- [Problem to work on]: Your result should be the lines holding the word "dead", copied from the entries below.
*** Records for processing ***
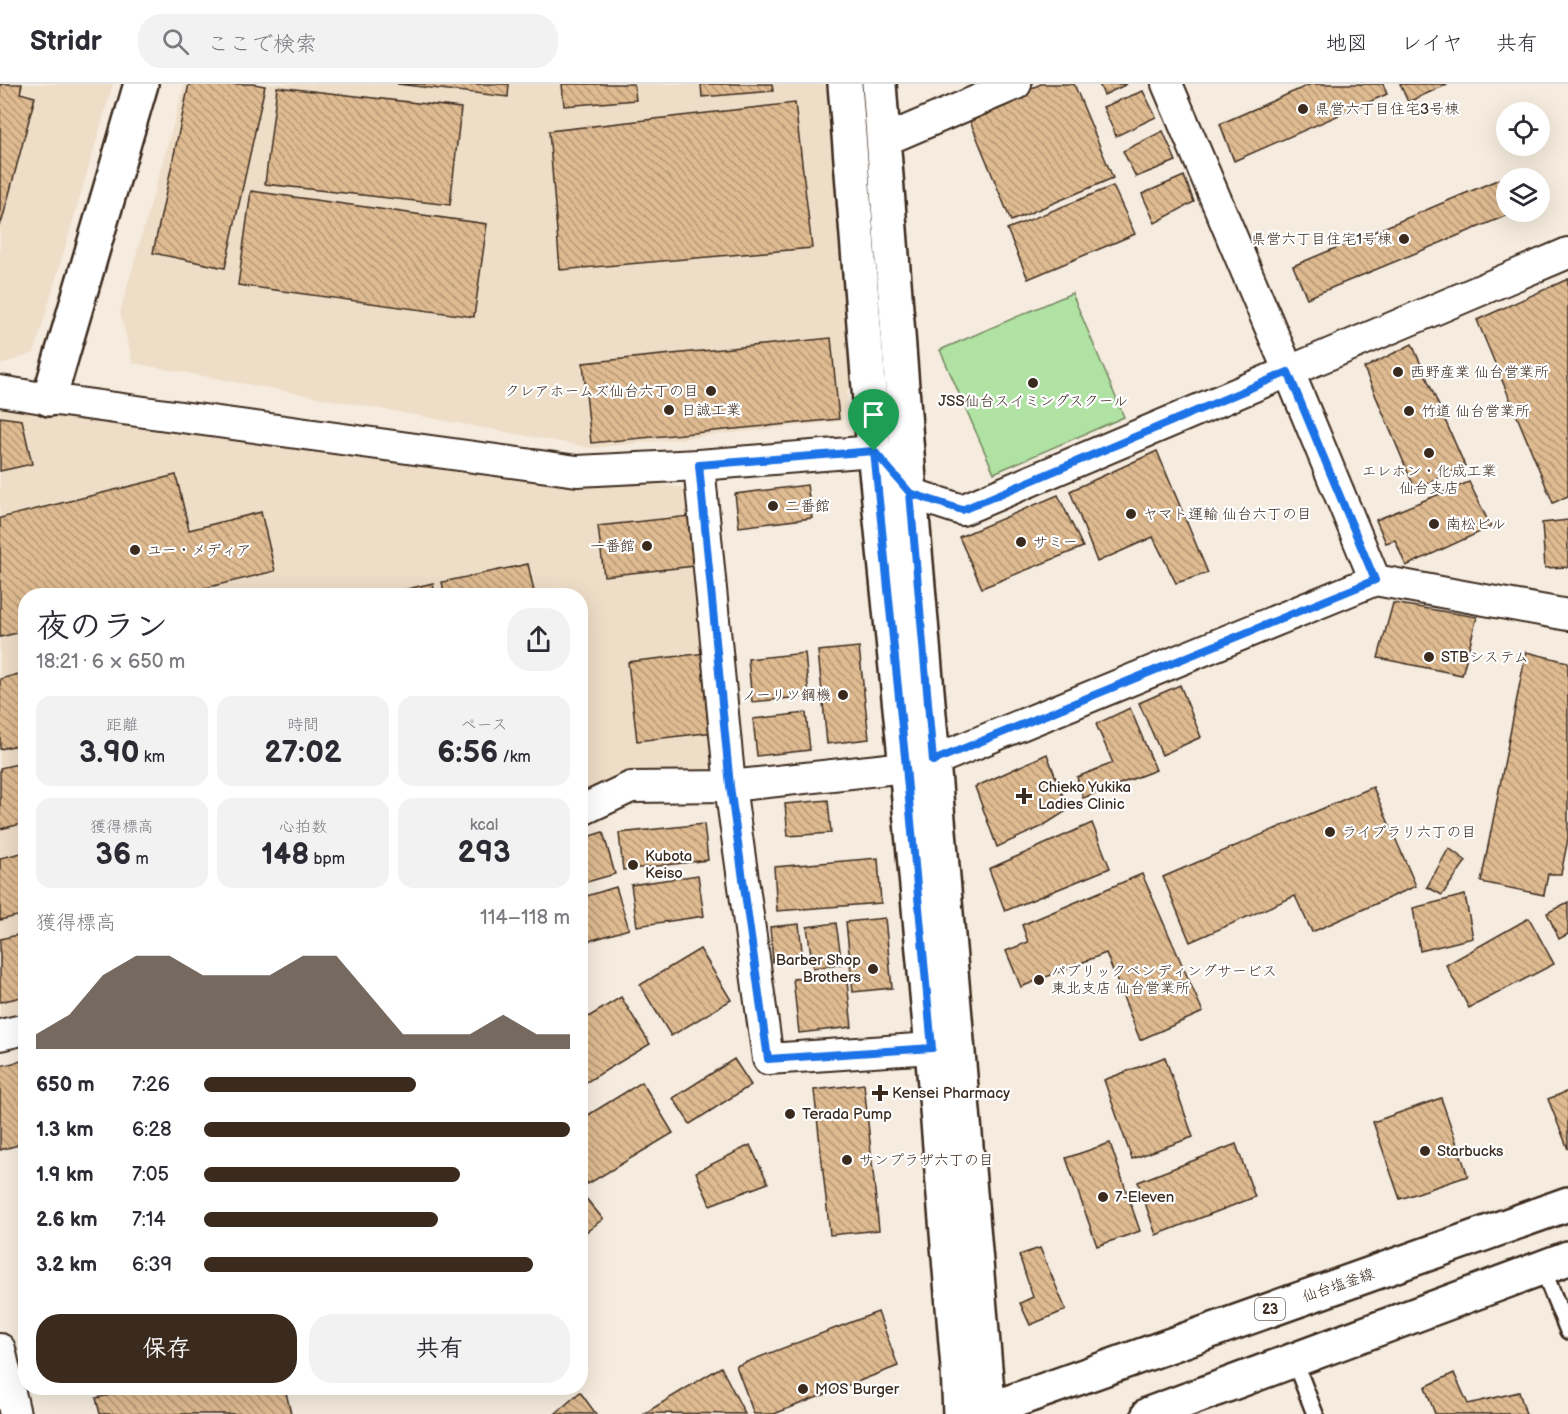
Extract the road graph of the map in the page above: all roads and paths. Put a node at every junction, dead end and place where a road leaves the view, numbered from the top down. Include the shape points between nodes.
1 (141, 84) edge
2 (845, 84) edge
3 (879, 84) edge
4 (1016, 84) edge
5 (1167, 84) edge
6 (883, 141) junction
7 (1568, 254) edge
8 (1288, 372) junction
9 (0, 391) edge
10 (49, 399) junction
11 (874, 451) junction
12 (699, 465) junction
13 (910, 493) junction
14 (1375, 580) junction
15 (1568, 615) edge
16 (919, 764) junction
17 (730, 786) junction
18 (588, 808) edge
19 (18, 1031) edge
20 (0, 1035) edge
21 (932, 1048) junction
22 (1568, 1204) edge
23 (1555, 1263) edge
24 (1568, 1331) edge
25 (0, 1349) edge
26 (1294, 1360) junction
27 (977, 1413) edge
28 (15, 1414) edge
29 (1149, 1414) edge
30 (1315, 1414) edge

1 - 10 street
2 - 11 street
3 - 6 street
4 - 6 street
5 - 8 street
6 - 13 street
7 - 8 street
8 - 13 street via 962,510
8 - 14 street
9 - 10 street
10 - 12 street via 577,471
11 - 12 street
11 - 13 street
11 - 16 street
12 - 17 street
13 - 16 street
14 - 15 street
14 - 16 street
16 - 17 street
16 - 21 street
16 - 27 street via 985,1358
17 - 18 street via 631,787
17 - 21 street via 768,1059
19 - 20 street
21 - 27 street via 958,1368
22 - 27 street, 仙台塩釜線 / 23
23 - 24 lane
23 - 26 street
25 - 28 street
26 - 29 street
26 - 30 lane

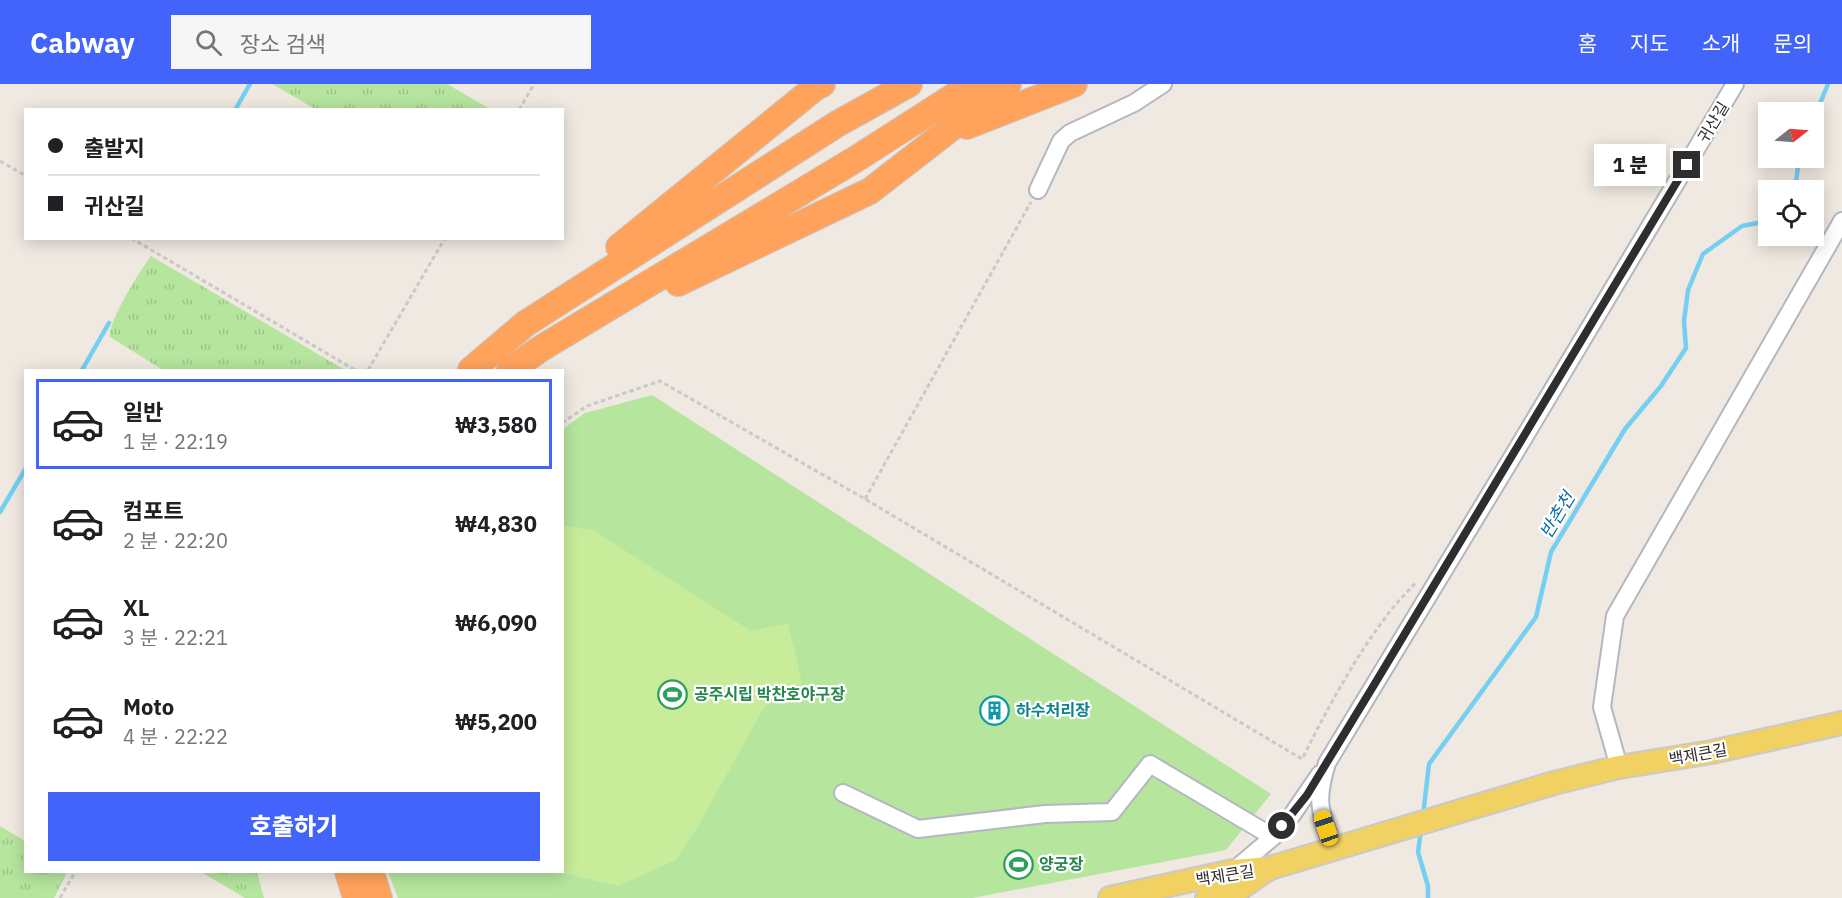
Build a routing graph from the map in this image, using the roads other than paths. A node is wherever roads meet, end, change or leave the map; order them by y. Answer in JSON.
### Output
{"nodes":[{"id":1,"x":822,"y":84,"type":"edge"},
{"id":2,"x":909,"y":84,"type":"edge"},
{"id":3,"x":973,"y":84,"type":"edge"},
{"id":4,"x":1008,"y":84,"type":"edge"},
{"id":5,"x":1074,"y":84,"type":"edge"},
{"id":6,"x":1163,"y":84,"type":"edge"},
{"id":7,"x":1735,"y":84,"type":"edge"},
{"id":8,"x":941,"y":136,"type":"junction"},
{"id":9,"x":1038,"y":189,"type":"road end"},
{"id":10,"x":1842,"y":221,"type":"edge"},
{"id":11,"x":525,"y":324,"type":"junction"},
{"id":12,"x":540,"y":349,"type":"junction"},
{"id":13,"x":472,"y":369,"type":"edge"},
{"id":14,"x":511,"y":369,"type":"edge"},
{"id":15,"x":1842,"y":723,"type":"edge"},
{"id":16,"x":1327,"y":763,"type":"junction"},
{"id":17,"x":1619,"y":767,"type":"junction"},
{"id":18,"x":843,"y":793,"type":"dead end"},
{"id":19,"x":1273,"y":837,"type":"junction"},
{"id":20,"x":1333,"y":848,"type":"junction"},
{"id":21,"x":1270,"y":868,"type":"junction"},
{"id":22,"x":1233,"y":870,"type":"junction"},
{"id":23,"x":348,"y":873,"type":"edge"},
{"id":24,"x":371,"y":873,"type":"edge"},
{"id":25,"x":356,"y":898,"type":"edge"},
{"id":26,"x":379,"y":898,"type":"edge"},
{"id":27,"x":1110,"y":898,"type":"edge"},
{"id":28,"x":1207,"y":898,"type":"edge"}],
"edges":[{"from":1,"to":11,"type":"highway"},
{"from":2,"to":11,"type":"highway"},
{"from":3,"to":12,"type":"highway"},
{"from":4,"to":8,"type":"highway"},
{"from":5,"to":8,"type":"highway"},
{"from":6,"to":9,"type":"street"},
{"from":7,"to":16,"type":"street","name":"귀산길"},
{"from":8,"to":12,"type":"highway"},
{"from":10,"to":17,"type":"street"},
{"from":11,"to":13,"type":"highway"},
{"from":12,"to":14,"type":"highway"},
{"from":15,"to":17,"type":"main road","name":"백제큰길"},
{"from":16,"to":19,"type":"street"},
{"from":16,"to":20,"type":"street","name":"귀산길"},
{"from":17,"to":20,"type":"main road","name":"백제큰길"},
{"from":18,"to":19,"type":"street"},
{"from":19,"to":22,"type":"street"},
{"from":20,"to":21,"type":"main road","name":"백제큰길"},
{"from":21,"to":22,"type":"main road","name":"백제큰길"},
{"from":21,"to":28,"type":"main road","name":"백제큰길"},
{"from":22,"to":27,"type":"main road","name":"백제큰길"},
{"from":23,"to":25,"type":"highway"},
{"from":24,"to":26,"type":"highway"}]}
*** End of Records for processing ***
- [Answer to this task]:
Extract the road graph of the map in the page above: all roads and paths. Put a node at every junction, dead end and place where a road leaves the view, numbered from the top down. Include the shape points between nodes.
{"id":18,"x":843,"y":793,"type":"dead end"},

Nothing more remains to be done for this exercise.